Тут Гамаша посетила еще одна мысль, и он принялся перебирать членов семейства. Ребенка Марианы из числа подозреваемых следовало исключить. Не мог совершить это и Финни. Как не могли мадам Финни, Мариана или даже мужчины. Никто не мог совершить это в одиночестве.
А вместе?
– Питер ошибается относительно страховки Джулии, – сказал Бовуар. Он ждал конца завтрака, чтобы сообщить коллегам эту новость. Последним кусочком блинчика он подобрал с тарелки остатки кленового сиропа. – Мадам Финни не получает выплат по страховке дочери.
– А кто получает? – спросила Лакост.
– Никто. Она не была застрахована.
«Ха-ха!» – торжествовал Бовуар. Ему понравилось выражение их лиц. Он целую ночь осмысливал эту неожиданную новость. Жена богатейшего страховщика Канады не была застрахована?
После нескольких секунд размышления Гамаш сказал:
– Ты должен поговорить с Дэвидом Мартином.
– Я заказал разговор с его адвокатом в Ванкувере. Надеюсь переговорить с ним до полудня.
– Оноре Гамаш?
Эти слова пролетели по комнате и плюхнулись на их стол. Бовуар и Лакост повернули голову туда, где сидели Морроу. На них смотрела мадам Финни, на ее мягком, привлекательном лице гуляла улыбка.
– Так Оноре Гамаш был его отцом? Мне сразу показалась знакомой эта фамилия.
– Мама, тише, – сказал Питер, наклоняясь к ней через стол.
– А что? Я ничего не говорю. – Ее голос продолжал витать по столовой. – И потом, мне тут смущаться нечего.
Бовуар взглянул на шефа.
На лице Армана Гамаша появилась загадочная улыбка. И что-то похожее на облегчение.
Клара вышла из-за стола. Хватит, наслушалась. Она пыталась сочувствовать матери Питера, пыталась быть сострадательной и терпеливой. «Да ну ее к черту, ну их всех к черту!» – думала Клара, шагая по лужайке.

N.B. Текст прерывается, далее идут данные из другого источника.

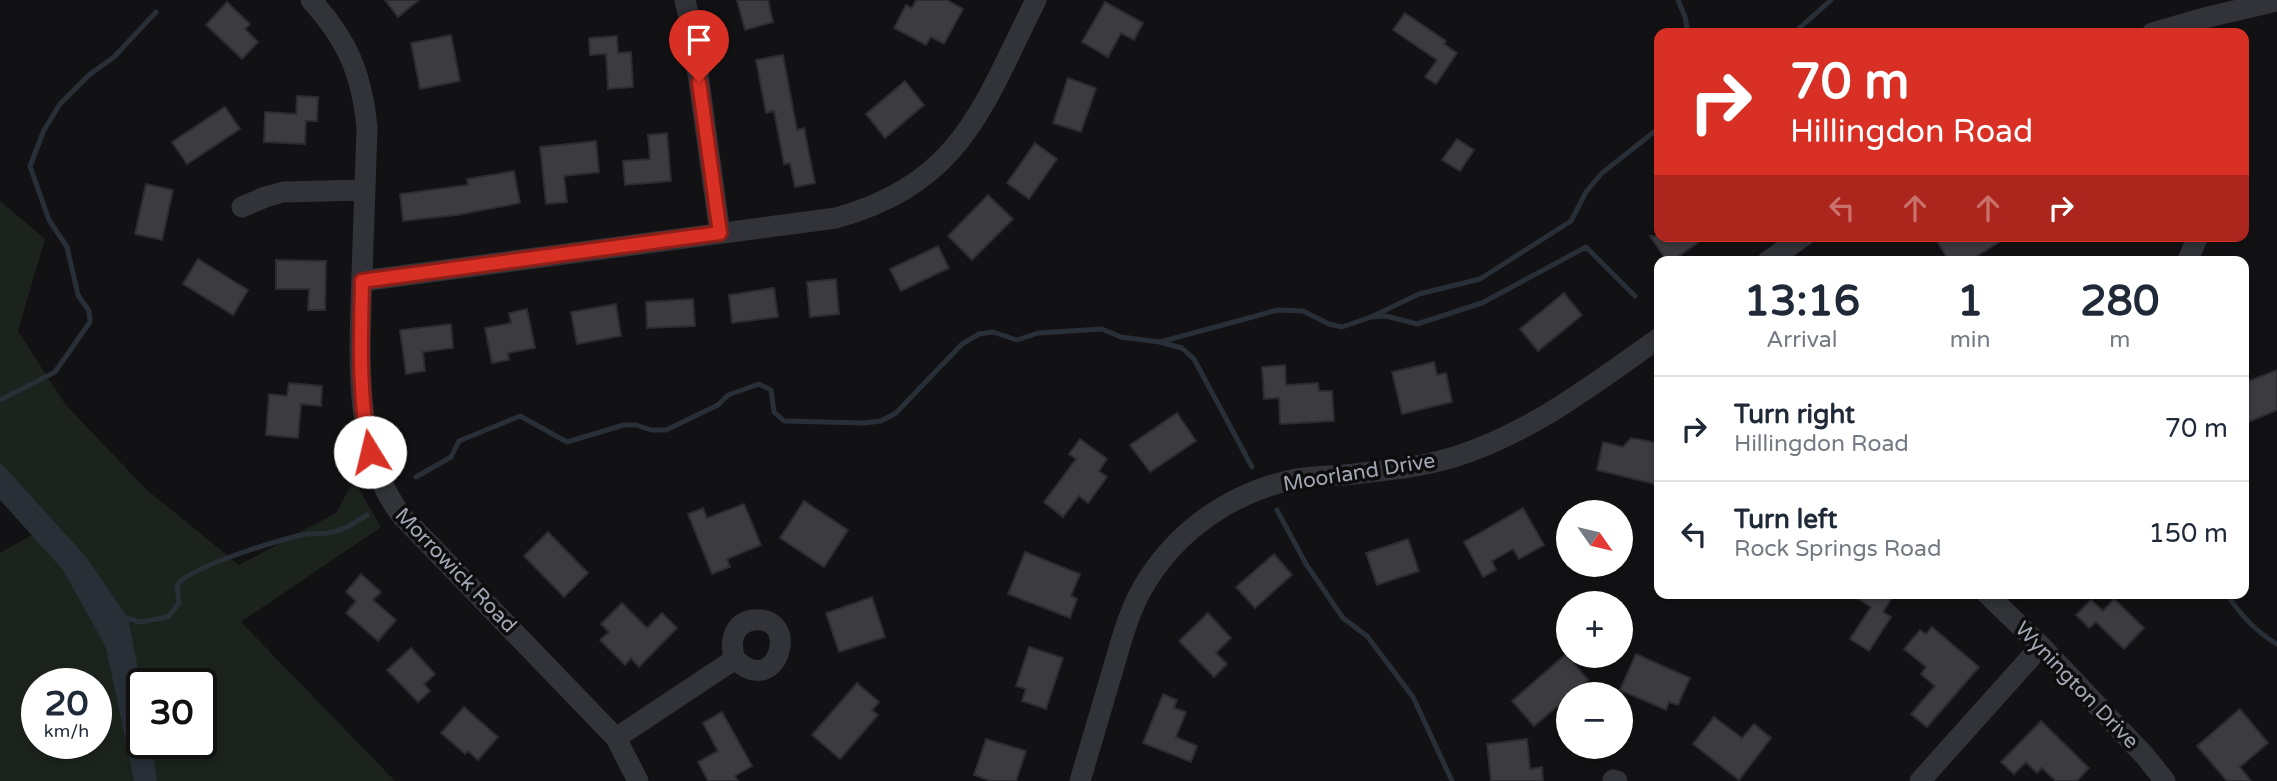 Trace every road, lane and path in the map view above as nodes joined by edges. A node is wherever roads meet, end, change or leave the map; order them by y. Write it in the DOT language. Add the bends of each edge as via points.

У нее колотилось сердце и дрожали руки – у Клары всегда дрожали руки, когда она приходила в бешенство. И конечно, мозг у нее не работал. Он убежал вместе с сердцем – эти два труса оставили ее беззащитным дебилом. А Морроу получили дополнительное подтверждение тому, что она – невоспитанная идиотка. Потому что выходить из-за стола, когда завтрак еще не закончился, – это моветон. А вот неприкрытое оскорбление других людей – вещь вполне допустимая.
Морроу, похоже, верили в существование некоего правила, которое позволяло им говорить о других людях все, что заблагорассудится. Причем делать это в их присутствии, и такое поведение не выходило за рамки благовоспитанности.
«Ты когда-нибудь видела ребенка уродливее?»
«Ну, если ты такая жирная, то зачем же надевать белое».
«Она была бы даже хорошенькой, если бы не скалилась все время».
Последнее было сказано про нее в день их свадьбы с Питером, когда она шла по проходу, улыбающаяся и радостная, держа под руку отца.
Имея дело с Морроу, можно было не сомневаться: они выберут правильную вилку и неправильное слово. Их замечания всегда отличались высокомерием. А получив отпор, они напускали на себя обиженный, расстроенный, ошеломленный вид.